Going back into personal training in the commercial gym setting, I can’t help but notice all the bad technique that I view every day. With the new “tools”/equipment that has entered the fitness world; people take it upon themselves to experiment when they might be reading in their favorite fitness magazine. I get so frustrated when I see bad technique because coaching is in my blood. I want to go up to people at the gym and coach them up because they do not know any better. The exercises that I see the most errors in technique consist of the following:
- Kettlebell Swing: The kettlebell has made its way into your local commercial gym. From my observations, either people gravitate toward it or they stay away from it. To be honest, I think everyone should stay away from it. I think that the kettlebell shouldn’t even exist in the commercial gym because people do not know what to do with it. However, the human brain is smart enough to figure how things work.
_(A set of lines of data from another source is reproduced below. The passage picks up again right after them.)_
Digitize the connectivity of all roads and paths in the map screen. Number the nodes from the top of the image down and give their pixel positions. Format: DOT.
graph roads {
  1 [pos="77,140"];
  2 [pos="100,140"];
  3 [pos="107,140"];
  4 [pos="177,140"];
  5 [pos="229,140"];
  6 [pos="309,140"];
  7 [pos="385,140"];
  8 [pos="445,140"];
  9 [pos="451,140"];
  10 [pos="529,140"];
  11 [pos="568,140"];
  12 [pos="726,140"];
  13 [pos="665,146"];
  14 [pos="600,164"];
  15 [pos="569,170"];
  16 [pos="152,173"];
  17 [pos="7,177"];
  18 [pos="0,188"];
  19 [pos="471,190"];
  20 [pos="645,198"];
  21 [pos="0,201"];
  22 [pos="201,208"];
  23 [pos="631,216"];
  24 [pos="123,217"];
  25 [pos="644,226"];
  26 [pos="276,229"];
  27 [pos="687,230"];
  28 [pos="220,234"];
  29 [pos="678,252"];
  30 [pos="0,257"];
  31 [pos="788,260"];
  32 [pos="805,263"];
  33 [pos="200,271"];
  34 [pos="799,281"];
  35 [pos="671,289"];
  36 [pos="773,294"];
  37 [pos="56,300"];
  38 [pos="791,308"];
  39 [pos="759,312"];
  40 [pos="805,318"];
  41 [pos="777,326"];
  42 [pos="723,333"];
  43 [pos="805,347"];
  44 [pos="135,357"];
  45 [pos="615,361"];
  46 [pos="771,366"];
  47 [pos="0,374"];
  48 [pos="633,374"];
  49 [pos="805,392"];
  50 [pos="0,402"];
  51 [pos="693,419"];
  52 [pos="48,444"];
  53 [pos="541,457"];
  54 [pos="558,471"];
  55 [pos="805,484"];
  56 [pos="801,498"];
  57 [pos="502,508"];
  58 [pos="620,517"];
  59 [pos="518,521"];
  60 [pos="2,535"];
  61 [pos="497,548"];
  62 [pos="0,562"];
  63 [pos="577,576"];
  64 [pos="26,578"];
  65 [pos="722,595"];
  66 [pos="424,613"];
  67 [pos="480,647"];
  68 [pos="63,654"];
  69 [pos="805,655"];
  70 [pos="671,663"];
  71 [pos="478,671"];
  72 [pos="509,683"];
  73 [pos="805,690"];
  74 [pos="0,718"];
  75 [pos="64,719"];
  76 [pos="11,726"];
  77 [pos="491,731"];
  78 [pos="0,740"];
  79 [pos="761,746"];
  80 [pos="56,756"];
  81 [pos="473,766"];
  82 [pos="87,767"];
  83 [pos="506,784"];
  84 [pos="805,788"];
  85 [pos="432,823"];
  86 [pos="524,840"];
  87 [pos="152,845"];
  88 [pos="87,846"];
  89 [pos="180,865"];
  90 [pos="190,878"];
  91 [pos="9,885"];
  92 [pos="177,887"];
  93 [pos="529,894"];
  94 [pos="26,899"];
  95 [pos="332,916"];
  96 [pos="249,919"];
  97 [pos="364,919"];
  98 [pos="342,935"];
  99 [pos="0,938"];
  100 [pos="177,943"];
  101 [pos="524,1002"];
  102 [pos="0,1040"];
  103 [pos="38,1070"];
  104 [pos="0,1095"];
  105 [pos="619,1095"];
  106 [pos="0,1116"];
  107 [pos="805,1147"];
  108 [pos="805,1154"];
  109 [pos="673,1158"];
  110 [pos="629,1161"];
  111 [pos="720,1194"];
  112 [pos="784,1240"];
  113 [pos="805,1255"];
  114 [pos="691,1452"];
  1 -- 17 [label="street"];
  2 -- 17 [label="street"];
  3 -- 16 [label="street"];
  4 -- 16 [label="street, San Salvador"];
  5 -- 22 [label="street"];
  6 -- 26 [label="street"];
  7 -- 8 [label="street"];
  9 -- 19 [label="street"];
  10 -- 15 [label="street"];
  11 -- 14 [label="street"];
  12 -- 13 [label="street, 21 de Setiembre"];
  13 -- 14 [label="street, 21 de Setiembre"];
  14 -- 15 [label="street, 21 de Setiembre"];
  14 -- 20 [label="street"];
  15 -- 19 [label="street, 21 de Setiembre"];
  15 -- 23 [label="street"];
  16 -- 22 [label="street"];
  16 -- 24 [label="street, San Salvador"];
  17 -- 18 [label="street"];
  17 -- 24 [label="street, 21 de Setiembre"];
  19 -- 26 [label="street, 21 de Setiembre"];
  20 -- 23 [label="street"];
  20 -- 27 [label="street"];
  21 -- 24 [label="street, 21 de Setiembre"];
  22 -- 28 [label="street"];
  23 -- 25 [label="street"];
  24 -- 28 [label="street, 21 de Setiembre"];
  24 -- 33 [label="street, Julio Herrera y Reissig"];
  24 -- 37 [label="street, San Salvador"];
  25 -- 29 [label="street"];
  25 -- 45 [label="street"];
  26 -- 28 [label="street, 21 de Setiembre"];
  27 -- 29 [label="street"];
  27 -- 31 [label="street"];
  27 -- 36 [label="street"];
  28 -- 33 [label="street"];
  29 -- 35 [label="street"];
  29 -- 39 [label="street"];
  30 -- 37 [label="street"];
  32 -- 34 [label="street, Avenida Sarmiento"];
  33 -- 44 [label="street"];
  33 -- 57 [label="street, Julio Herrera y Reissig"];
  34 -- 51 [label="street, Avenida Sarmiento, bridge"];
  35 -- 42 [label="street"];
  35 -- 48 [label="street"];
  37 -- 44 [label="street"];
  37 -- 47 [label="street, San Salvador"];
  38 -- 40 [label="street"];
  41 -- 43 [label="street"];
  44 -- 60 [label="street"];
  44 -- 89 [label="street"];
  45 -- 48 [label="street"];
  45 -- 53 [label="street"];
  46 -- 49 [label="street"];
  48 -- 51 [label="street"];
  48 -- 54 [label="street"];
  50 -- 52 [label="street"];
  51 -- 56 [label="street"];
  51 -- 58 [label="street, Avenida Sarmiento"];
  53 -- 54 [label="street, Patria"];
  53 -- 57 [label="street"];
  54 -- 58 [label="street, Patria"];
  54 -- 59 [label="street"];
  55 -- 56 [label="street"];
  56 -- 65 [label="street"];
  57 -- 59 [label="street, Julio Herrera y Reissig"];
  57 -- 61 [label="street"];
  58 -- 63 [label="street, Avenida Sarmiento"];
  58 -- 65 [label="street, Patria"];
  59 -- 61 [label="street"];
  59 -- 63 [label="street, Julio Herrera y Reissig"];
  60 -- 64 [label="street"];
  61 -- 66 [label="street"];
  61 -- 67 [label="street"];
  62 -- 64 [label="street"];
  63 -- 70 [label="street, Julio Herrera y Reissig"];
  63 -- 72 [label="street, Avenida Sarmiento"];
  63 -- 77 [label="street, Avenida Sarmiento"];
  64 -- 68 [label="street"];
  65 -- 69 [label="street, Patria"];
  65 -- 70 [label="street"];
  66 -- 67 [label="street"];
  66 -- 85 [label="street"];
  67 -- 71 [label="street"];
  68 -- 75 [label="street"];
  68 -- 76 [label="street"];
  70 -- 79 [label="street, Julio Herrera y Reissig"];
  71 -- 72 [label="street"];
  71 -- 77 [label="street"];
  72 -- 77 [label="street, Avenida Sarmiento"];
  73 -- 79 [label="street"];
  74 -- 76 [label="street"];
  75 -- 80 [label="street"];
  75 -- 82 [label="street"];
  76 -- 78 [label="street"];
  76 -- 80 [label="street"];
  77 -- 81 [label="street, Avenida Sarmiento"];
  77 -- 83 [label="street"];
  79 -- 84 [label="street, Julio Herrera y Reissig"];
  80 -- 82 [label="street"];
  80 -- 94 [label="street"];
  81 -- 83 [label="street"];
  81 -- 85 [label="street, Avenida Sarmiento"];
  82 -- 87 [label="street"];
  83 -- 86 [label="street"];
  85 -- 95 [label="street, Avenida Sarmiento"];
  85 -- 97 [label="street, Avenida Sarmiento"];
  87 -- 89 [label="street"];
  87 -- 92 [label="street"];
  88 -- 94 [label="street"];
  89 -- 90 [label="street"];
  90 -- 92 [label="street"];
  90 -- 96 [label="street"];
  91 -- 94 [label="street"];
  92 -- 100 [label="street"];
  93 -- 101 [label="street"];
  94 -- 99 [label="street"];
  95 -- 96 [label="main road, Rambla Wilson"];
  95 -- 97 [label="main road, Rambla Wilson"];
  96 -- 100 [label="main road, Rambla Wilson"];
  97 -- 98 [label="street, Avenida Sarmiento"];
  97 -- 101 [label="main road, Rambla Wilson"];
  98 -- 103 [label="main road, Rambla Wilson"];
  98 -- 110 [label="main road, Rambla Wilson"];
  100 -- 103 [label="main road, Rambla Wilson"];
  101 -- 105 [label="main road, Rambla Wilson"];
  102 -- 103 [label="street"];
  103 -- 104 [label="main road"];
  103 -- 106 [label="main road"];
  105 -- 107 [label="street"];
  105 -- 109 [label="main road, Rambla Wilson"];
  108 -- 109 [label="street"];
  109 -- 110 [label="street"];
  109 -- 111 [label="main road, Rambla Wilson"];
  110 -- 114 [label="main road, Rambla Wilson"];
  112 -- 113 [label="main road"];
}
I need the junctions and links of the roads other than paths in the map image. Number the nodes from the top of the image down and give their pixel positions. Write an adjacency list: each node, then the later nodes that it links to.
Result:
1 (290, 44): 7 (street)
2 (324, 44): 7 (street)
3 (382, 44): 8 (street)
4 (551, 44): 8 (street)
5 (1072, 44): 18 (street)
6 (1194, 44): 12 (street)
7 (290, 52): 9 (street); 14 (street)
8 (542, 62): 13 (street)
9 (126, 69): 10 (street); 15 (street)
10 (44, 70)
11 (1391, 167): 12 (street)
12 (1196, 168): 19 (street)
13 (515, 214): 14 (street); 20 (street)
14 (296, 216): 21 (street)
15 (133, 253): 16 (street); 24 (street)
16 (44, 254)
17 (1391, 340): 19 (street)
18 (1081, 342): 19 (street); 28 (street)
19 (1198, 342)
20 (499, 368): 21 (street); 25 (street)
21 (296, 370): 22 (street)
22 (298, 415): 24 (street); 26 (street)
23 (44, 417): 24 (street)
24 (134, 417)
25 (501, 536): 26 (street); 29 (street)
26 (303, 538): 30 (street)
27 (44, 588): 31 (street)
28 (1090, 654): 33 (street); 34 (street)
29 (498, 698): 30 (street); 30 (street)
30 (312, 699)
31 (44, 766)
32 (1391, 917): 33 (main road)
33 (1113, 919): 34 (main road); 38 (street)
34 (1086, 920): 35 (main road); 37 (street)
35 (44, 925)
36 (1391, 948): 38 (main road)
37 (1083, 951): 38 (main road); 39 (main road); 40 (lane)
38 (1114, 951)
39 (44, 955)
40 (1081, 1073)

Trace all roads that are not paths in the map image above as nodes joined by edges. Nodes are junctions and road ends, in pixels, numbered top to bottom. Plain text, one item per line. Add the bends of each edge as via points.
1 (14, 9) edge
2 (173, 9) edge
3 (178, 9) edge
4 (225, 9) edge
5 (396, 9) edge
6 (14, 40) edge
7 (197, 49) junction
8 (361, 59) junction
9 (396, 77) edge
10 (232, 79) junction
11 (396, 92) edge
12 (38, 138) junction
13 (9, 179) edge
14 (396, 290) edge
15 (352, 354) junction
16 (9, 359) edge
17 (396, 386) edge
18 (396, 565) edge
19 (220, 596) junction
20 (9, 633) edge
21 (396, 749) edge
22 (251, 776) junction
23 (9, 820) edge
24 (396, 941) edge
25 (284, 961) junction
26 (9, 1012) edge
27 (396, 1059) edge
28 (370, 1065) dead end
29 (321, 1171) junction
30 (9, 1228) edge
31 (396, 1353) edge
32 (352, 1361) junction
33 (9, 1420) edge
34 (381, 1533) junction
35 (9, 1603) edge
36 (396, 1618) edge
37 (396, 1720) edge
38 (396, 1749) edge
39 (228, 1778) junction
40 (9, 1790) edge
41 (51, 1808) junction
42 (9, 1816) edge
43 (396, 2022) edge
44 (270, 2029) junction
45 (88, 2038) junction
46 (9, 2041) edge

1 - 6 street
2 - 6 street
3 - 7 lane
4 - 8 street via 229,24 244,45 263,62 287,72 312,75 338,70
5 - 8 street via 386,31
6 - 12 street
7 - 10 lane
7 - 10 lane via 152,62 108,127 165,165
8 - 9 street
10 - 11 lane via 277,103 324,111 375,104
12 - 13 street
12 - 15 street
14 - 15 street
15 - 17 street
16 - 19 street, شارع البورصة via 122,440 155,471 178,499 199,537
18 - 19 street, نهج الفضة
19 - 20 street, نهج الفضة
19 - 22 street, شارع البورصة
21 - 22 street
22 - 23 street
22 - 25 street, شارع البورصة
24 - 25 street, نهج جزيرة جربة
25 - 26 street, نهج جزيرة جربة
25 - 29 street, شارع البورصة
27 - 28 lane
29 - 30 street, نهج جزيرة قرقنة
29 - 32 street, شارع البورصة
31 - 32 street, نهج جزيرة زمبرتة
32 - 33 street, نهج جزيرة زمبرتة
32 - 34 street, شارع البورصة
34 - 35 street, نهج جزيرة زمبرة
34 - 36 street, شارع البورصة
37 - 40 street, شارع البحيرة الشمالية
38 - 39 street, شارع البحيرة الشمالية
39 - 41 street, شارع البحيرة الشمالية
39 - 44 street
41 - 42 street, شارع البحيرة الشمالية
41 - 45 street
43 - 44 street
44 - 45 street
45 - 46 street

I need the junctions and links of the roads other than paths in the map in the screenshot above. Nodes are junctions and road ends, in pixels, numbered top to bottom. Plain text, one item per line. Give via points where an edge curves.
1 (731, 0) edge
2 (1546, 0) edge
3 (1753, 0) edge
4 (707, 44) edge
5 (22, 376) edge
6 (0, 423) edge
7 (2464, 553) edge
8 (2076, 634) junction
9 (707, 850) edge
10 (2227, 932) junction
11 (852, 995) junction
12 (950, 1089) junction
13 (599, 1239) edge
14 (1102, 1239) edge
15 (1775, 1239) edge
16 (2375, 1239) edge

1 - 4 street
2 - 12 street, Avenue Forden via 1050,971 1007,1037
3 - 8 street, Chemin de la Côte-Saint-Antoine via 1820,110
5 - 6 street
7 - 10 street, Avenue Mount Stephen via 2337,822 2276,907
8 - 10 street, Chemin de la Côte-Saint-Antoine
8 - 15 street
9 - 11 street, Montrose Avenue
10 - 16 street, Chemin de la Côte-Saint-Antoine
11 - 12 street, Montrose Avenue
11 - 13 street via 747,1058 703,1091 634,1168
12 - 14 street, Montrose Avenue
The most common exercise that I see people doing incorrectly is the kettlebell swing. First off, people associate the movement of the kettlebell swings with a shoulder exercise because it mimics the same movement as a dumbbell frontal raise (or whatever it’s called). The kettlebell swing is a HIP/backside, glute, hamstring, and I lat (upper back exercise). If done correctly, the hips should generate acceleration into the swing and the lats/upper back muscles (in addition to gravity) allow the bell to swing back down in between the legs. So stop using your shoulders and learn how to use your hips. The kettlebell swing is a great exercise to increase power in the hips and it serves as a great metabolic conditioning (“cardio”) routine.
- Plyometric box jumps: I have no idea why people jump on it boxes that are half their size. There is an old saying in the strength and conditioning world that holds very true for individuals who are performing plyometric. The saying goes, “You must know how to land before you can jump”. I see people all the time jumping on to boxes and they do not know how to land. Discrepancies in landing technique can lead to faulty movement patters and injuries. Being able to decelerate the body is what makes a true athlete. Another saying that I’ll throw out is, “It’s not how fast you move, it’s how fast you stop”.
The best exercise to practice landings is to begin on top of the box. You will step off or jump off and land feet shoulder with the part, in an athletic stance (quarter squat), and land as soft as possible by absorbing force of the ground. Think about landing if you were to catch an egg with your feet. You want to absorb the egg so that you don’t break it. It is the same when you land; you want to absorb the force so you don’t break or injury anything important on your body. Lastly, be smart, don’t go and jump on a box that is three times your size. I mean what are you trying to prove?
- Cleans or any Olympic lift: Olympic lifting is by far the most complex movement in the world of fitness. There are so many things that are involved with the Olympic lift and it takes years of practice. I believe that the reason for the reason why people are trying to incorporate Olympic lifts into their workouts is because of the creation of Crossfit. Crossfit has given the non-athlete/fitness enthusiast to have a reason to perform cleans or any Olympic lift. The problem is that you cannot learn any Olympic lift by watching YouTube videos of Crossfitters doing the exercise. Furthermore, you can learn the exercise by seeing the whole movement done in real-time. There are several drills and progressions you must experience in order to perform the Olympic lifts correctly.
In conclusion, you cannot read your favorite fitness magazine or watch YouTube clips in order to master these exercises. One must seek a highly trained coach (like myself) in order to receive proper coaching on these movements listed above. I feel so bad when I see the kettlebell swing, plyometric box jump, and clean or any Olympic lifts done incorrectly. The gym is a place in which you better yourself both physically and mentally. Consider the proper technique if you practice the kettlebell swing, plyometric box jump, and clean or Olympic lifts in your exercise routine.